While admitting that she had not seen the PRHTA’s DMO proposal, Rivera-Rocafort noted the agency is working with the trade group and “is open to ideas.” She said the permanent committee and brand should be ready this year.

Puerto Rico’s participation in the International Tourism Fair in Spain from Jan. 30 to Feb. 3.

Puerto Rico’s participation in the International Tourism Fair in Spain from Jan. 30 to Feb. 3.

Advertising and marketing agenda
Meanwhile, Rivera-Rocafort, who has been at her post since Jan. 2, also confirmed the agency is reactivating its advertising and marketing campaign, which had been on hiatus for the first two weeks of this month.
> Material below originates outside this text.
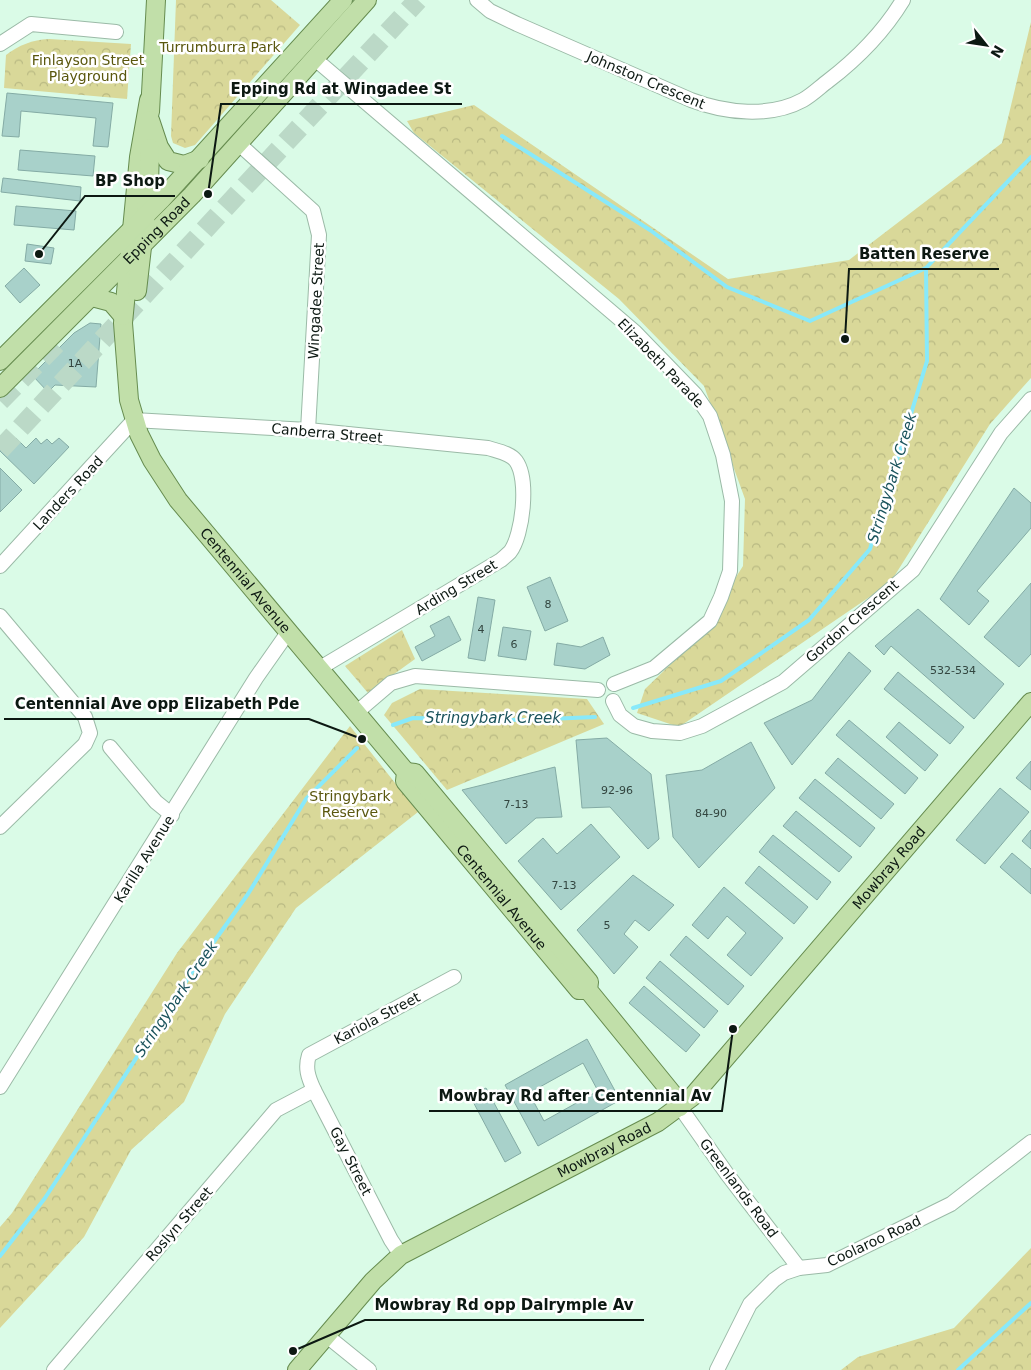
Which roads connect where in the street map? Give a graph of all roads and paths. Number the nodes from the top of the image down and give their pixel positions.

“As with any marketing plan, there are weeks in which we’re on the air and weeks in which we’re not. While we weren’t airing during the first two weeks of February, the campaign is active,” she said, downplaying media reports saying Tourism had put the brakes on the marketing and advertising campaign launched last year by the Fortuño administration.

“We’re working on two goals right now, the national brand and new advertising campaigns,” she said, keeping the new strategy close to her chest.

During the interview, Rivera-Rocafort did share the results of Puerto Rico’s participation in the International Tourism Fair in Spain from Jan. 30 to Feb. 3, during which she said she was able to get a first-hand feel for what Tourism needs to do to attract European visitors and businesses.

“One of the priorities has to be to develop air access, we need to have the ideal routes in place to continue building upon our tourism offering,” she said, calling the elimination of Iberia’s direct route to Puerto Rico a setback in that effort.

“They told us that was a short-term decision, that their desire is to regroup and return to Puerto Rico via a direct route in eight or 10 months,” she said.

In the meantime, Tourism is in talks with other European carriers, namely Air Europa and Air Pullman, to explore the chances of attracting their services to Puerto Rico.

“Europe offers an incredible opportunity to attract tourists who like to experience Puerto Rico in a different way, because the European tourist gravitates more toward ‘green tourism,’ to explore inland, stay in paradores [small inns],” she said. “Then there are also other tourist in places such as Russia and Germany who are wealthy and would like to invest their money in Puerto Rico. That’s the type of tourist that goes for extended stays.”

Hotels and cruises
Rivera-Rocafort’s interview took place one day after Disney Cruise Lines announced its plan to use San Juan as homeport for one of its vessels, the Disney Magic, during the fall of 2014.

With that announcement, the company became the first in quite some time to choose Puerto Rico as a base of operations — a decision that will represent a $5 million windfall for the island’s economy.

However, the Tourism chief said more cruise ship companies are expected to follow Disney’s footsteps.

“Royal Caribbean will be making an announcement soon that will also have an impact in 2014,” she said. “On our end, we’re already in talks to dredge the San Juan bay to enable the arrival of cruise ships carrying more than 5,000 passengers, which would have a significant domino effect on the economy.”

Another area of opportunity the agency is keeping close tabs on is hotels. At present, there are more than 60 such projects in the pipeline, in different stages of development, she said.